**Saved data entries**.
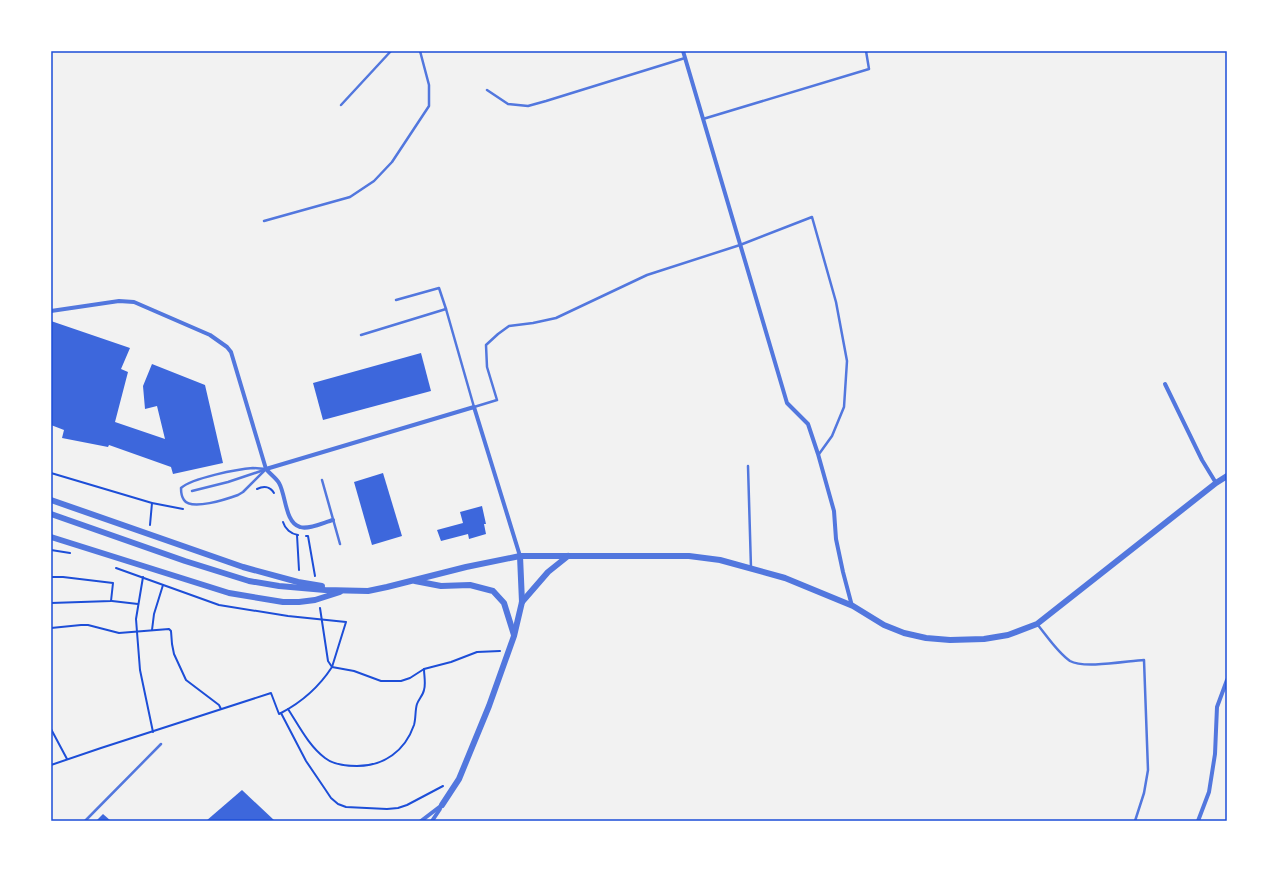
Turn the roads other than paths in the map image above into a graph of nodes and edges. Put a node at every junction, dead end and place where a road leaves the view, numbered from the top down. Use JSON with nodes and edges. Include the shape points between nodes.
{"nodes":[{"id":1,"x":391,"y":51,"type":"edge"},
{"id":2,"x":420,"y":51,"type":"edge"},
{"id":3,"x":683,"y":51,"type":"edge"},
{"id":4,"x":866,"y":51,"type":"edge"},
{"id":5,"x":685,"y":57,"type":"junction"},
{"id":6,"x":487,"y":90,"type":"dead end"},
{"id":7,"x":341,"y":105,"type":"dead end"},
{"id":8,"x":703,"y":119,"type":"junction"},
{"id":9,"x":264,"y":221,"type":"dead end"},
{"id":10,"x":740,"y":245,"type":"junction"},
{"id":11,"x":396,"y":300,"type":"dead end"},
{"id":12,"x":446,"y":309,"type":"junction"},
{"id":13,"x":51,"y":311,"type":"edge"},
{"id":14,"x":361,"y":335,"type":"dead end"},
{"id":15,"x":1165,"y":384,"type":"dead end"},
{"id":16,"x":474,"y":407,"type":"junction"},
{"id":17,"x":818,"y":454,"type":"junction"},
{"id":18,"x":748,"y":466,"type":"dead end"},
{"id":19,"x":266,"y":469,"type":"junction"},
{"id":20,"x":1227,"y":476,"type":"edge"},
{"id":21,"x":322,"y":480,"type":"dead end"},
{"id":22,"x":1216,"y":483,"type":"junction"},
{"id":23,"x":192,"y":491,"type":"dead end"},
{"id":24,"x":51,"y":500,"type":"edge"},
{"id":25,"x":51,"y":514,"type":"edge"},
{"id":26,"x":333,"y":520,"type":"junction"},
{"id":27,"x":51,"y":537,"type":"edge"},
{"id":28,"x":340,"y":544,"type":"dead end"},
{"id":29,"x":520,"y":556,"type":"junction"},
{"id":30,"x":568,"y":556,"type":"junction"},
{"id":31,"x":751,"y":569,"type":"junction"},
{"id":32,"x":412,"y":581,"type":"junction"},
{"id":33,"x":345,"y":591,"type":"junction"},
{"id":34,"x":522,"y":602,"type":"junction"},
{"id":35,"x":853,"y":606,"type":"junction"},
{"id":36,"x":1037,"y":624,"type":"junction"},
{"id":37,"x":514,"y":636,"type":"junction"},
{"id":38,"x":1227,"y":680,"type":"edge"},
{"id":39,"x":161,"y":744,"type":"dead end"},
{"id":40,"x":442,"y":805,"type":"junction"},
{"id":41,"x":85,"y":821,"type":"edge"},
{"id":42,"x":421,"y":821,"type":"edge"},
{"id":43,"x":432,"y":821,"type":"edge"},
{"id":44,"x":1135,"y":821,"type":"edge"},
{"id":45,"x":1198,"y":821,"type":"edge"}],
"edges":[{"from":1,"to":7,"type":"lane"},
{"from":2,"to":9,"type":"lane","via":[[429,85],[429,106],[392,162],[374,181],[350,198]]},
{"from":3,"to":5,"type":"street"},
{"from":4,"to":8,"type":"lane","via":[[869,68]]},
{"from":5,"to":6,"type":"lane","via":[[528,106],[508,104]]},
{"from":5,"to":8,"type":"street"},
{"from":8,"to":10,"type":"street"},
{"from":10,"to":16,"type":"lane","via":[[647,275],[556,318],[509,326],[486,345],[487,367],[497,400]]},
{"from":10,"to":17,"type":"street","via":[[787,403],[808,424]]},
{"from":10,"to":17,"type":"lane","via":[[812,218],[836,302],[846,361],[844,407],[832,436]]},
{"from":11,"to":12,"type":"lane","via":[[439,288]]},
{"from":12,"to":14,"type":"lane"},
{"from":12,"to":16,"type":"lane"},
{"from":13,"to":19,"type":"street","via":[[119,301],[134,302],[222,342],[231,352]]},
{"from":15,"to":22,"type":"street"},
{"from":16,"to":19,"type":"street"},
{"from":16,"to":29,"type":"street"},
{"from":17,"to":35,"type":"street","via":[[834,511],[841,565]]},
{"from":18,"to":31,"type":"lane"},
{"from":19,"to":19,"type":"lane","via":[[242,469],[190,482],[181,488],[181,493],[184,500],[193,505],[232,497],[243,492]]},
{"from":19,"to":23,"type":"lane"},
{"from":19,"to":26,"type":"street","via":[[279,484],[294,524],[306,528]]},
{"from":20,"to":22,"type":"street"},
{"from":21,"to":26,"type":"lane"},
{"from":22,"to":36,"type":"street"},
{"from":24,"to":33,"type":"street","via":[[243,567],[298,582]]},
{"from":25,"to":33,"type":"street","via":[[249,581]]},
{"from":26,"to":28,"type":"lane"},
{"from":27,"to":33,"type":"street","via":[[220,591],[246,596],[299,602]]},
{"from":29,"to":30,"type":"street"},
{"from":29,"to":32,"type":"street"},
{"from":29,"to":34,"type":"street"},
{"from":30,"to":31,"type":"street","via":[[689,556],[720,560]]},
{"from":30,"to":34,"type":"street","via":[[548,572]]},
{"from":31,"to":35,"type":"street","via":[[785,578]]},
{"from":32,"to":33,"type":"street","via":[[368,591]]},
{"from":32,"to":37,"type":"street","via":[[440,586],[470,584],[492,591],[504,603]]},
{"from":34,"to":37,"type":"street"},
{"from":35,"to":36,"type":"street","via":[[884,625],[926,638],[984,639],[1008,635]]},
{"from":36,"to":44,"type":"lane","via":[[1072,662],[1086,665],[1144,660],[1148,770]]},
{"from":37,"to":40,"type":"street","via":[[459,779]]},
{"from":38,"to":45,"type":"street","via":[[1217,707],[1215,754],[1209,792]]},
{"from":39,"to":41,"type":"lane"},
{"from":40,"to":42,"type":"street"},
{"from":40,"to":43,"type":"street"}]}
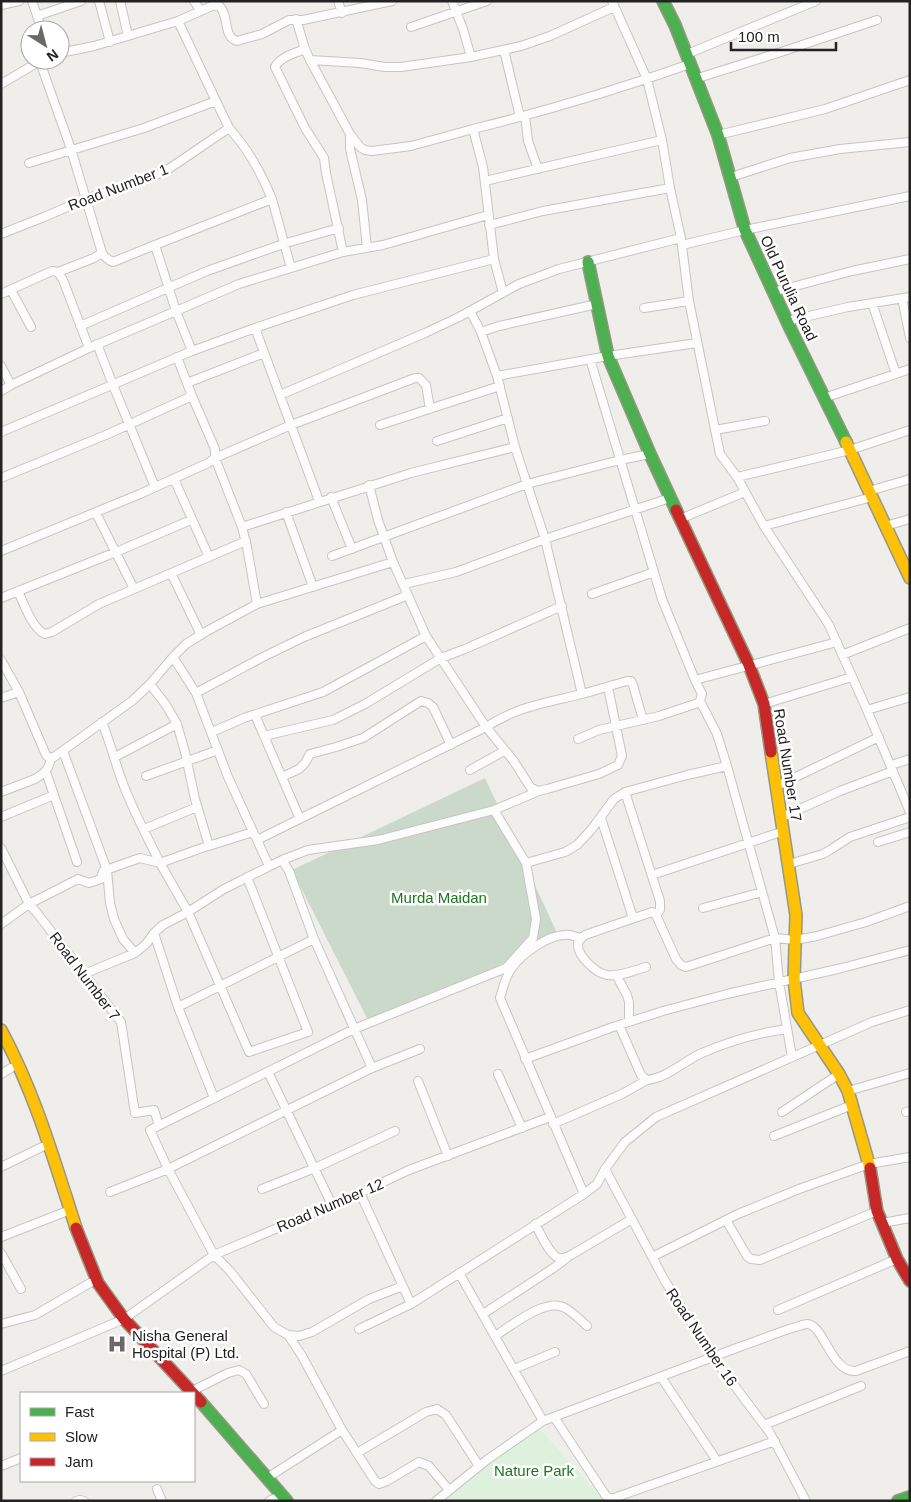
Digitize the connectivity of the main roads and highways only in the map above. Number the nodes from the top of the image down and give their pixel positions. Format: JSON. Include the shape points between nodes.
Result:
{"nodes":[{"id":1,"x":663,"y":1,"type":"edge"},
{"id":2,"x":588,"y":262,"type":"road end"},
{"id":3,"x":910,"y":578,"type":"edge"},
{"id":4,"x":1,"y":1030,"type":"edge"},
{"id":5,"x":1,"y":1048,"type":"edge"},
{"id":6,"x":6,"y":1071,"type":"edge"},
{"id":7,"x":910,"y":1281,"type":"edge"},
{"id":8,"x":121,"y":1320,"type":"junction"},
{"id":9,"x":188,"y":1392,"type":"edge"},
{"id":10,"x":195,"y":1400,"type":"edge"},
{"id":11,"x":195,"y":1406,"type":"edge"},
{"id":12,"x":910,"y":1497,"type":"edge"},
{"id":13,"x":278,"y":1500,"type":"edge"},
{"id":14,"x":898,"y":1501,"type":"edge"}],
"edges":[{"from":1,"to":3,"type":"main road","name":"Old Purulia Road","via":[[718,135],[745,230]]},
{"from":2,"to":7,"type":"main road","name":"Road Number 17","via":[[608,356],[764,704],[796,915],[794,978],[798,1013],[848,1091],[869,1164],[877,1210],[897,1260]]},
{"from":4,"to":8,"type":"main road","via":[[37,1108],[87,1258]]},
{"from":5,"to":6,"type":"main road"},
{"from":6,"to":8,"type":"main road","via":[[33,1120],[82,1266],[97,1294]]},
{"from":8,"to":9,"type":"main road"},
{"from":10,"to":13,"type":"main road","via":[[267,1478]]},
{"from":11,"to":13,"type":"main road"},
{"from":12,"to":14,"type":"main road"}]}
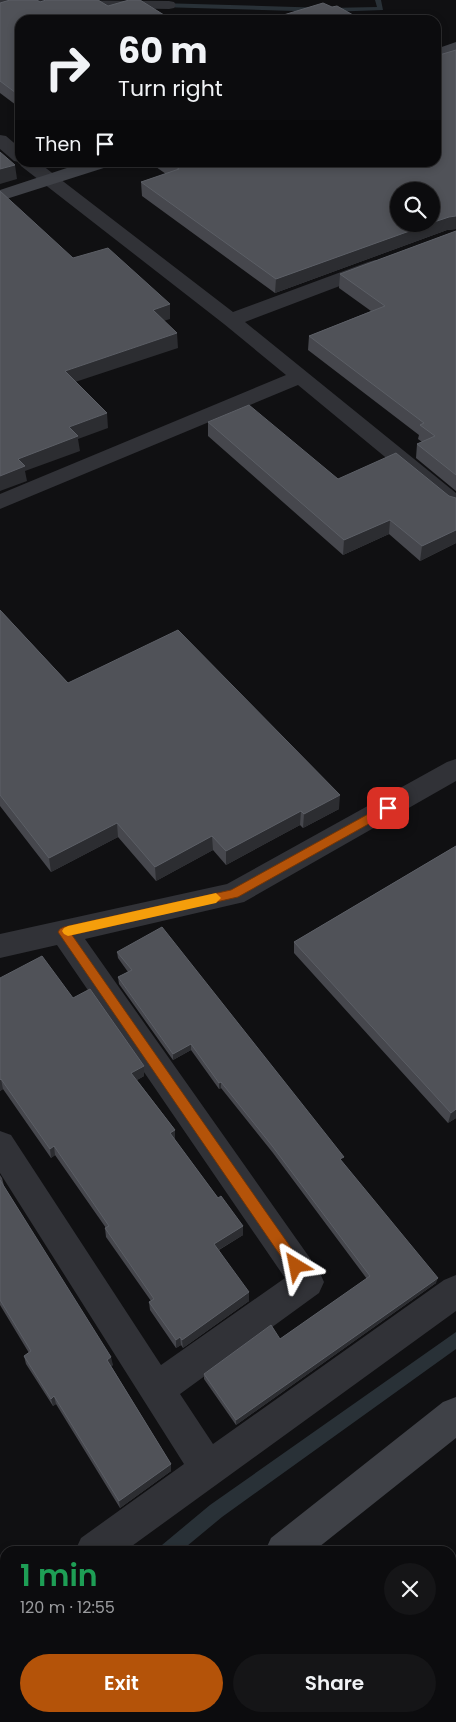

**EXERCISE AIM**. Within the records, filter for lines that contain the word "JSON" and show each one.

**TASK ANSWER**.
Turn the roads other than paths in the map image above into a graph of nodes and edges. Put a node at every junction, dead end and place where a road leaves the view, numbered from the top down. Use JSON with nodes and edges. Include the shape points between nodes.
Digitize the connectivity of the main roads and highways only in the map above. Number the nodes from the top of the image down and give their pixel positions. Format: JSON. Include the shape points between nodes.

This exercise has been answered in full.